Captain Arthur Phillip’s instructions on landing in January 1788 were to found a settlement and to cultivate the land using convict labour. Early food production by convict labour however was generally a failure and Phillip had realised by July that he needed experienced farmers.
He wrote on 9th July 1788 to Evan Nepean, Under Secretary of the Home Department:
‘If fifty farmers were sent out with their families, they would do more in one year in rendering this colony independent of the mother country, as to provisions, than a thousand convicts.’
Finally, four years later, the British Government sent out a small group of settlers with their families, numbering fifteen.

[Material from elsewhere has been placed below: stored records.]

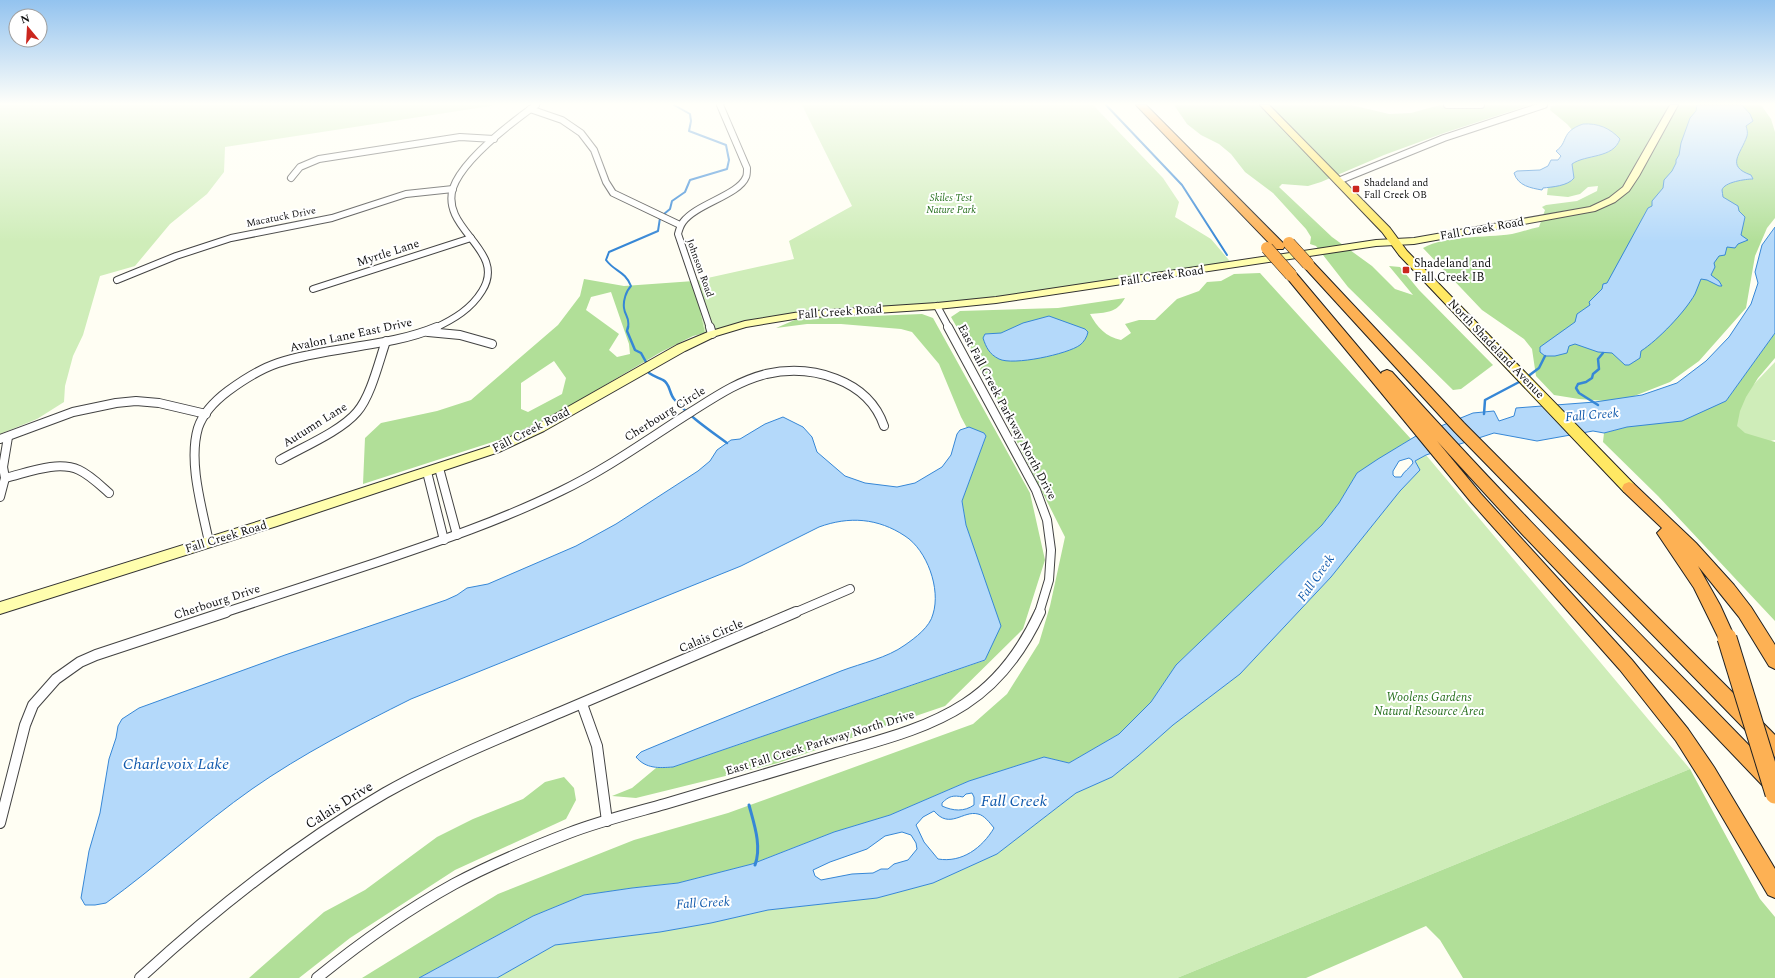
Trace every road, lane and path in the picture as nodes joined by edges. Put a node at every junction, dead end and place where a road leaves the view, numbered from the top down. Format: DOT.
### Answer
graph roads {
  1 [pos="373,151"];
  2 [pos="483,151"];
  3 [pos="595,151"];
  4 [pos="740,151"];
  5 [pos="1186,151"];
  6 [pos="1197,151"];
  7 [pos="1308,151"];
  8 [pos="1413,151"];
  9 [pos="1649,151"];
  10 [pos="1199,164"];
  11 [pos="291,178"];
  12 [pos="1338,181"];
  13 [pos="453,189"];
  14 [pos="680,224"];
  15 [pos="471,238"];
  16 [pos="1394,242"];
  17 [pos="1284,244"];
  18 [pos="1300,270"];
  19 [pos="117,280"];
  20 [pos="312,289"];
  21 [pos="937,306"];
  22 [pos="421,332"];
  23 [pos="712,334"];
  24 [pos="386,341"];
  25 [pos="492,344"];
  26 [pos="1394,391"];
  27 [pos="206,414"];
  28 [pos="884,426"];
  29 [pos="8,437"];
  30 [pos="0,439"];
  31 [pos="280,460"];
  32 [pos="1,468"];
  33 [pos="439,468"];
  34 [pos="427,472"];
  35 [pos="5,478"];
  36 [pos="1629,488"];
  37 [pos="109,493"];
  38 [pos="0,497"];
  39 [pos="450,537"];
  40 [pos="209,542"];
  41 [pos="850,590"];
  42 [pos="0,608"];
  43 [pos="1775,661"];
  44 [pos="582,704"];
  45 [pos="1775,748"];
  46 [pos="1775,785"];
  47 [pos="1775,794"];
  48 [pos="608,821"];
  49 [pos="0,823"];
  50 [pos="1775,888"];
  51 [pos="140,978"];
  52 [pos="317,978"];
  1 -- 11 [label="street"];
  2 -- 13 [label="street"];
  3 -- 14 [label="street"];
  4 -- 14 [label="street, Johnson Road"];
  5 -- 10 [label="highway"];
  6 -- 17 [label="highway"];
  7 -- 12 [label="main road, North Shadeland Avenue"];
  8 -- 12 [label="street"];
  9 -- 16 [label="main road, Fall Creek Road"];
  10 -- 17 [label="highway"];
  10 -- 18 [label="highway, bridge"];
  12 -- 16 [label="main road, North Shadeland Avenue"];
  13 -- 15 [label="street, Avalon Lane East Drive"];
  13 -- 19 [label="street, Macatuck Drive"];
  14 -- 23 [label="street, Johnson Road"];
  15 -- 20 [label="street, Myrtle Lane"];
  15 -- 22 [label="street, Avalon Lane East Drive"];
  16 -- 21 [label="main road, Fall Creek Road"];
  16 -- 36 [label="main road, North Shadeland Avenue"];
  17 -- 18 [label="highway"];
  18 -- 26 [label="highway"];
  18 -- 26 [label="highway"];
  18 -- 45 [label="highway"];
  21 -- 23 [label="main road, Fall Creek Road"];
  21 -- 48 [label="street, East Fall Creek Parkway North Drive"];
  22 -- 24 [label="street, Avalon Lane East Drive"];
  22 -- 25 [label="street"];
  23 -- 33 [label="main road, Fall Creek Road"];
  24 -- 27 [label="street, Avalon Lane East Drive"];
  24 -- 31 [label="street, Autumn Lane"];
  26 -- 46 [label="highway"];
  26 -- 50 [label="highway"];
  27 -- 29 [label="street"];
  27 -- 40 [label="street, Avalon Lane East Drive"];
  28 -- 39 [label="street, Cherbourg Circle"];
  29 -- 30 [label="street"];
  29 -- 32 [label="street"];
  32 -- 35 [label="street"];
  33 -- 34 [label="main road, Fall Creek Road"];
  33 -- 39 [label="street"];
  34 -- 39 [label="street"];
  34 -- 40 [label="main road, Fall Creek Road"];
  35 -- 37 [label="street"];
  35 -- 38 [label="street"];
  36 -- 43 [label="highway"];
  36 -- 47 [label="highway, bridge"];
  39 -- 49 [label="street, Cherbourg Drive"];
  40 -- 42 [label="main road, Fall Creek Road"];
  41 -- 44 [label="street, Calais Circle"];
  44 -- 48 [label="street"];
  44 -- 51 [label="street, Calais Drive"];
  48 -- 52 [label="street, East Fall Creek Parkway North Drive"];
}
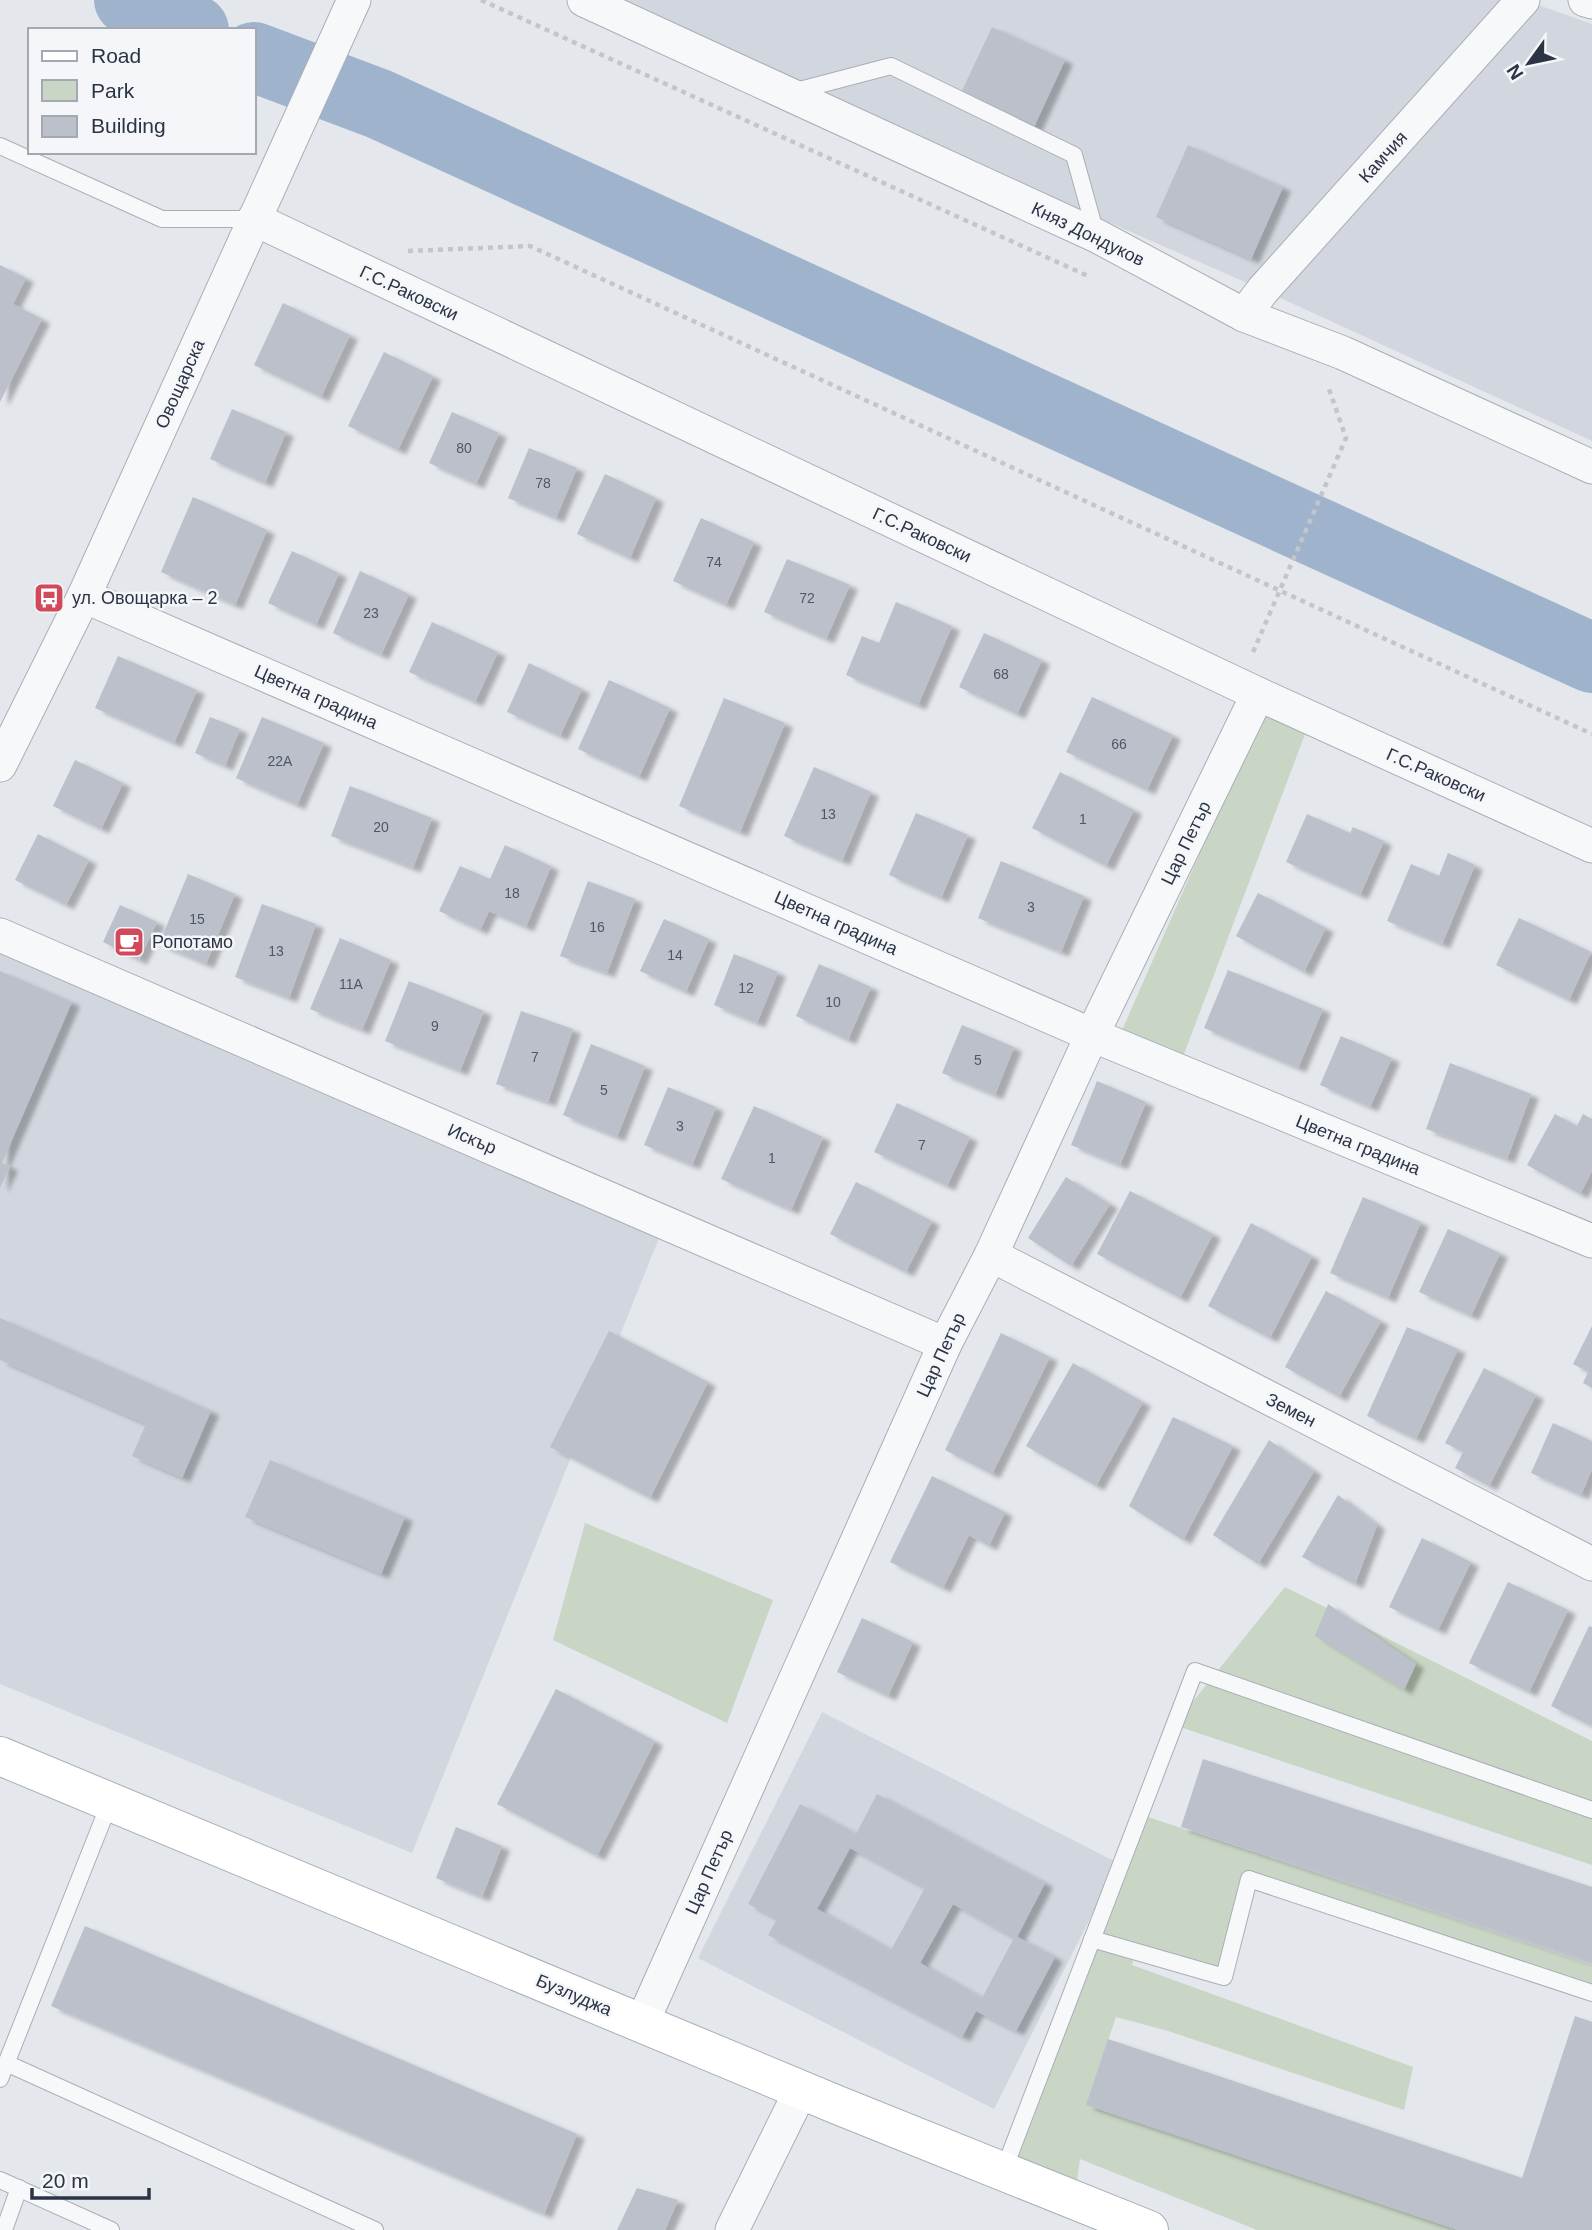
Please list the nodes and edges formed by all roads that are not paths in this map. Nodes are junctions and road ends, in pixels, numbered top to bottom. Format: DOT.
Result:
graph roads {
  1 [pos="354,0"];
  2 [pos="584,0"];
  3 [pos="1523,0"];
  4 [pos="1585,0"];
  5 [pos="1592,2"];
  6 [pos="787,94"];
  7 [pos="0,146"];
  8 [pos="254,219"];
  9 [pos="1097,236"];
  10 [pos="1244,315"];
  11 [pos="1592,467"];
  12 [pos="84,596"];
  13 [pos="1248,690"];
  14 [pos="0,765"];
  15 [pos="1592,846"];
  16 [pos="0,935"];
  17 [pos="1092,1035"];
  18 [pos="1592,1241"];
  19 [pos="991,1255"];
  20 [pos="945,1343"];
  21 [pos="1592,1564"];
  22 [pos="0,1756"];
  23 [pos="110,1802"];
  24 [pos="1592,1810"];
  25 [pos="1092,1939"];
  26 [pos="1592,1993"];
  27 [pos="642,2023"];
  28 [pos="3,2071"];
  29 [pos="801,2090"];
  30 [pos="1003,2172"];
  31 [pos="0,2180"];
  32 [pos="19,2188"];
  33 [pos="4,2230"];
  34 [pos="111,2230"];
  35 [pos="375,2230"];
  36 [pos="732,2230"];
  37 [pos="1149,2230"];
  1 -- 8 [label="street, Овощарска"];
  2 -- 6 [label="street, Княз Дондуков"];
  3 -- 10 [label="street, Камчия"];
  4 -- 5 [label="street"];
  6 -- 9 [label="street, Княз Дондуков"];
  6 -- 9 [label="lane"];
  7 -- 8 [label="lane"];
  8 -- 12 [label="street, Овощарска"];
  8 -- 13 [label="street, Г.С.Раковски"];
  9 -- 10 [label="street, Княз Дондуков"];
  10 -- 11 [label="street, Княз Дондуков"];
  12 -- 14 [label="street, Овощарска"];
  12 -- 17 [label="street, Цветна градина"];
  13 -- 15 [label="street, Г.С.Раковски"];
  13 -- 17 [label="street, Цар Петър"];
  16 -- 20 [label="street, Искър"];
  17 -- 18 [label="street, Цветна градина"];
  17 -- 19 [label="street, Цар Петър"];
  19 -- 20 [label="street, Цар Петър"];
  19 -- 21 [label="street, Земен"];
  20 -- 27 [label="street, Цар Петър"];
  22 -- 23 [label="street, Бузлуджа"];
  23 -- 27 [label="street, Бузлуджа"];
  23 -- 28 [label="lane"];
  24 -- 25 [label="lane"];
  25 -- 26 [label="lane"];
  25 -- 30 [label="lane"];
  27 -- 29 [label="street, Бузлуджа"];
  28 -- 35 [label="lane"];
  29 -- 30 [label="street, Бузлуджа"];
  29 -- 36 [label="street"];
  30 -- 37 [label="street, Бузлуджа"];
  31 -- 32 [label="lane"];
  32 -- 33 [label="lane"];
  32 -- 34 [label="lane"];
}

Thomas and Jane Rose and their then family of four, Thomas, Mary, Joshua and Richard, were among this group who had sailed from England in the Bellona on 8 August 1792 and disembarked at Port Jackson on Wednesday 16 January 1793. This family was the first family of free settlers to arrive in the colony, hence the area where their grants were made, became known as Liberty Plains. Thomas and Jane’s family increased by the births of John, Sarah and Henry in the intervening years.
Within a week of their arrival, Thomas and Jane in accordance with their agreement with the British Government took up their grant of land of 120 acres at Liberty Plains on the right bank of the rivulet Powell’s Creek, and named it Hunter’s Hut. A further grant of 70 acres was made to them on 10 May 1798. The land however was poor and the crops were unpredictable in quantity and quality.
In 1794 however, much better farming land was being opened up by Lieutenant-Governor Grose on the banks of the Hawkesbury River. By 1802, Thomas Rose had gone into partnership with his son-in-law William Green and had purchased a property on the Wilberforce Road, Laurel Farm which remained in the family for 110 years.